Personal information
- Nationality: British (English)
- Born: 14 January 2000 (age 26)

Sport
- Sport: Athletics
- Event: Race Walking
- Club: AFD

Achievements and titles
- Personal best(s): 3000m walk: 11:45.68 (Birmingham, 2024) 5000m walk: 20:31.60 (Manchester, 2024)

Medal record
Representing Great Britain
British Athletics Championships
| Gold medal – first place | 2024 Manchester | 5000m walk |
| Gold medal – first place | 2023 Manchester | 5000m walk |
British Athletics Indoor Championships
| Gold medal – first place | 2024 Birmingham | 3000m walk |
| Gold medal – first place | 2022 Birmingham | 3000m walk |

= Chris Snook =

British athlete

Christopher Snook (born 14 January 2000) is a British track and field athlete. In 2023 and 2024 he was British national champion in the 5000m race walk, and in 2022 and 2024 the British indoor champion at the 3000 metres race walk.

== Biography ==
Snook races for Aldershot, Farnham and District Athletics Club. In February 2022, Snook won the first ever England Athletics Winter Race Walking Championships titles over 10,000m in Leeds. That month, he won the 2022 British Indoor Athletics Championships title in Birmingham.

In March 2023, Snook was selected to represent England at the Korzeniowski Warsaw Race Walking Cup.

On 10 June 2023, he won the senior titles at the British Grand Prix of Race Walking over 20,000 metres, held at Leeds Beckett Athletics Centre.

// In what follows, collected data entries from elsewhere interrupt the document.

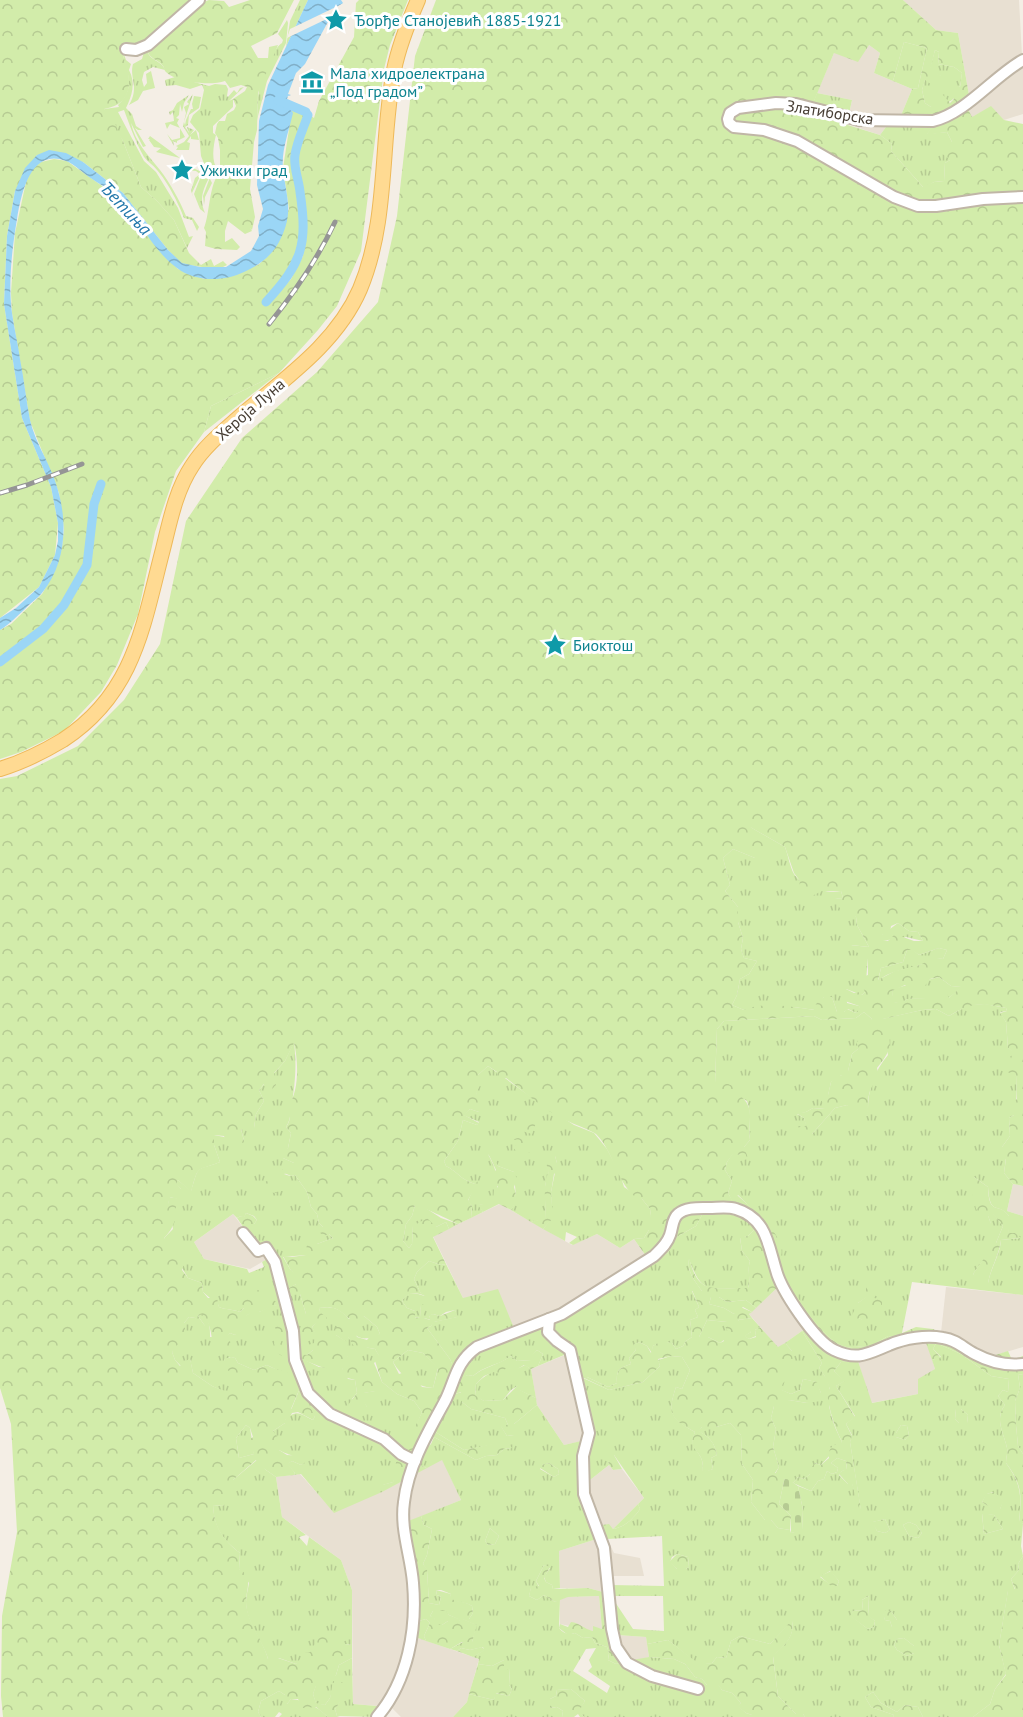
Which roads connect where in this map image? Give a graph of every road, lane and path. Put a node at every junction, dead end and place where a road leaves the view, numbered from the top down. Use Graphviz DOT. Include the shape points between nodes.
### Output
graph roads {
  1 [pos="199,0"];
  2 [pos="418,0"];
  3 [pos="126,49"];
  4 [pos="1023,60"];
  5 [pos="1023,197"];
  6 [pos="0,769"];
  7 [pos="243,1233"];
  8 [pos="549,1319"];
  9 [pos="1023,1364"];
  10 [pos="415,1461"];
  11 [pos="698,1689"];
  12 [pos="377,1717"];
  1 -- 3 [label="street" via="148,45"];
  2 -- 6 [label="main road, Хероја Луна" via="394,70 376,231 354,302 315,351 218,436 192,464 169,523 141,633 111,696 67,738"];
  4 -- 5 [label="street, Златиборска" via="953,112 933,121 859,120 796,104 776,103 738,108 728,119 734,127 764,130 797,141 894,197 918,206"];
  7 -- 10 [label="street" via="258,1251 266,1248 275,1262 293,1331 295,1360 309,1393 330,1414 384,1439"];
  8 -- 9 [label="street" via="654,1256 664,1246 679,1213 696,1207 734,1208 752,1216 762,1228 776,1272 794,1306 830,1348 847,1356 858,1356 909,1340 942,1338 957,1341 975,1354 1008,1366"];
  8 -- 10 [label="street" via="477,1347 465,1356"];
  8 -- 11 [label="street" via="548,1332 570,1350 589,1433 583,1456 584,1494 604,1548 616,1647 627,1663 652,1676"];
  10 -- 12 [label="street" via="404,1503 414,1625 397,1686"];
}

Snook won the UK Athletics Championships men's 5000 metres race walk title, in Manchester, in July 2023.

In the 3000m race walk at the 2024 British Indoor Athletics Championships in February 2024, Snook won the British title with a personal best time of 11:45.68.

He was runner-up to Cameron Corbishley in the 5000m at the 2025 UK Athletics Championships on 3 August 2025 in Birmingham.

==Personal life==
He is the son of former international race walker Verity Snook-Larby.